Notwithstanding the relevance and importance of these questions, I doubt if I shall be able to point to or deal with any one of them in a comprehensive and serious manner. However I have mentioned them because of their urgency and because they linger as unanswered questions in my mind, permeating the subject of this book.
Somehow I believe that each of us makes a difference in this world of ours. Therefore, attempting to address some of these questions remains a self-chosen, individual task, humble as it may be.
[ ... ]
Taking all this into consideration, the main question I find myself grappling with is what it really means to be human. Choice was, and still is, the unique prerogative of the human species. Are we using this prerogative wisely? Have we, at all, been free to choose? Or have we been too free in our choices?
Looking at our planet, this beautiful, green-blue globe seen from outer space and coming right into our homes via television, brings into focus the poignant discrepancy between this great, mysterious and beautiful orb and the artificially rigid boundaries of countries, the squalor of overpopulated cities, the violence in the streets, people beset by wars, hatred, anger, aggression and the like. It emphasizes to me how much we still appear to live only a fragment of our "humanness". Also how very few of us have started to become conscious of who we really are, what we are made of and how or why we function as we do. Yet, these questions have always occupied the minds of poets, philosophers, artists and scientists.
So what are we as human beings? Are we our impulses? Are we our actions, or our thoughts? Or are we our feelings, our intuitions or yearnings? Does everything exist solely in the mind or in the neurons? Are we of a spiritual nature, which some dismiss as nonsense yet others, today, crave for? Do we have an inherently spiritual nature or are we the unconscious children of a hidden realm that may be playing havoc with us - or perhaps both?

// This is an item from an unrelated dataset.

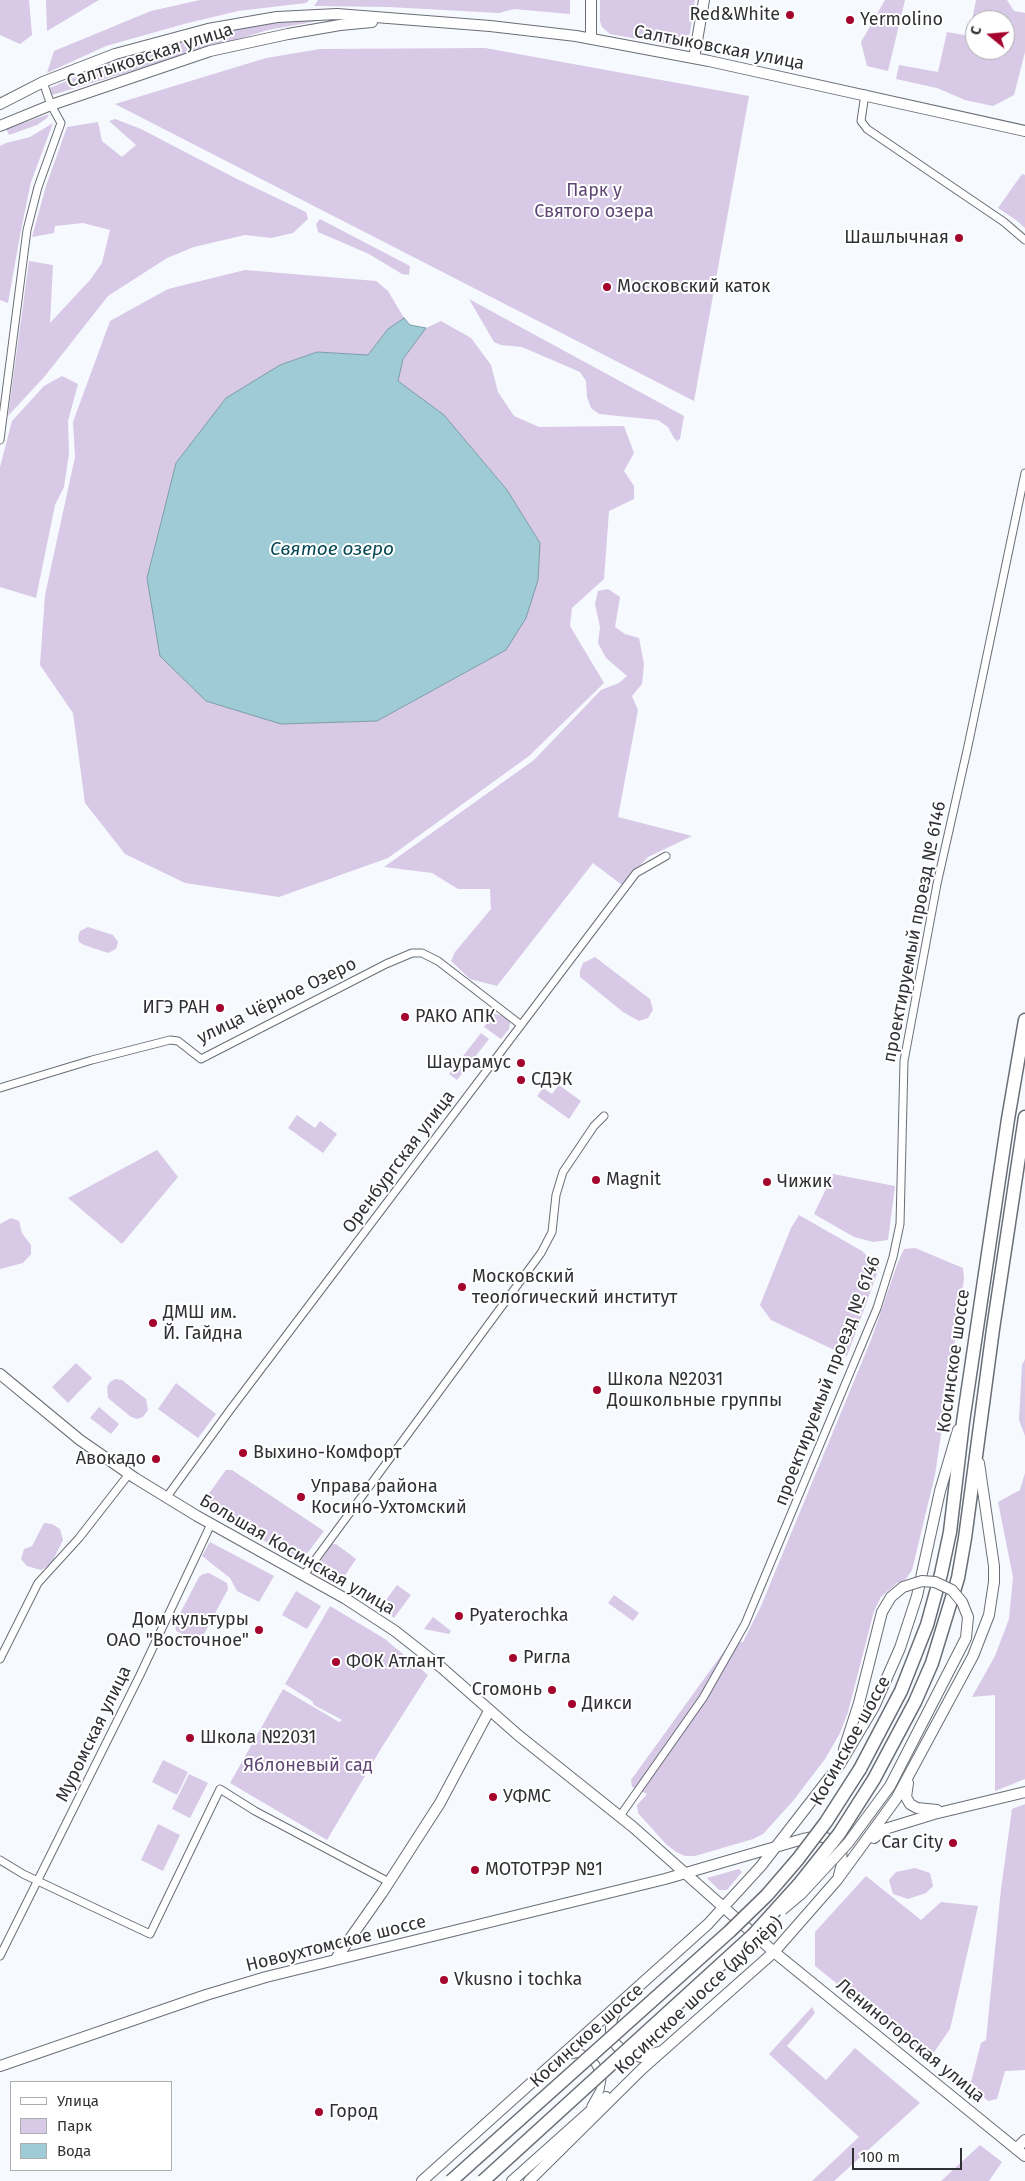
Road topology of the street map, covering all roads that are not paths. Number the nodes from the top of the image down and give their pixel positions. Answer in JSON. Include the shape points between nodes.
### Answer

Since the quantum revolution, we have been talking about "being" as a mass of energies of a certain low magnitude that become so dense they materialize as a body that can be seen and touched. However, most of us cannot touch or see our feelings, sensations or thoughts with our material body, although we all know they exist and work within each of us. We have the physical body, which includes the five senses. We have our feeling-values, based on our early feeling judgments about ourselves, at times formed already in the embryonic state. We have our thought patterns, which control, direct and criticize our emotions, sensations and actions - sometimes to such a degree that we are completely at their mercy. We also have our so-called sixth sense, our intuitions which signal to us modes of knowing that at times are not compatible either with our thought forms or with our bodies, resulting in psychosomatic body reactions. Our feeling values, i.e., our judgmental reactions, can freeze our ability to be open to receive, understand or to take a stand concerning these messages. We may be harassed by unexplained fears that haunt us. Our thought patterns may criticize and negate any of these intuitions, thus depriving us of their function as helpers in our life.
From a very early stage in our life, we tend mostly to defend and even hide our vulnerabilities and, at times, our inner knowings and our intuitions. Paying no heed to them, however, may often turn them into anxieties, phobias, pathological tendencies or psychic and physical illnesses. More and more, we tend to correlate body organs with psychic states. Diagnosing the ailing organ and the associated remembered experience, may point to the part in the psyche that ails, hurts or has undergone a particular traumatic situation.
[ ... ]
I shall try to examine the subject of relationships and ways of relating from both psychological and psychochirological angles. Since the hand is a distinctly human prerogative, it shall be utilized as an inner map that directs us to understand better the complexity of our relationships - whether they are to ourselves, within ourselves, to others or to world around us.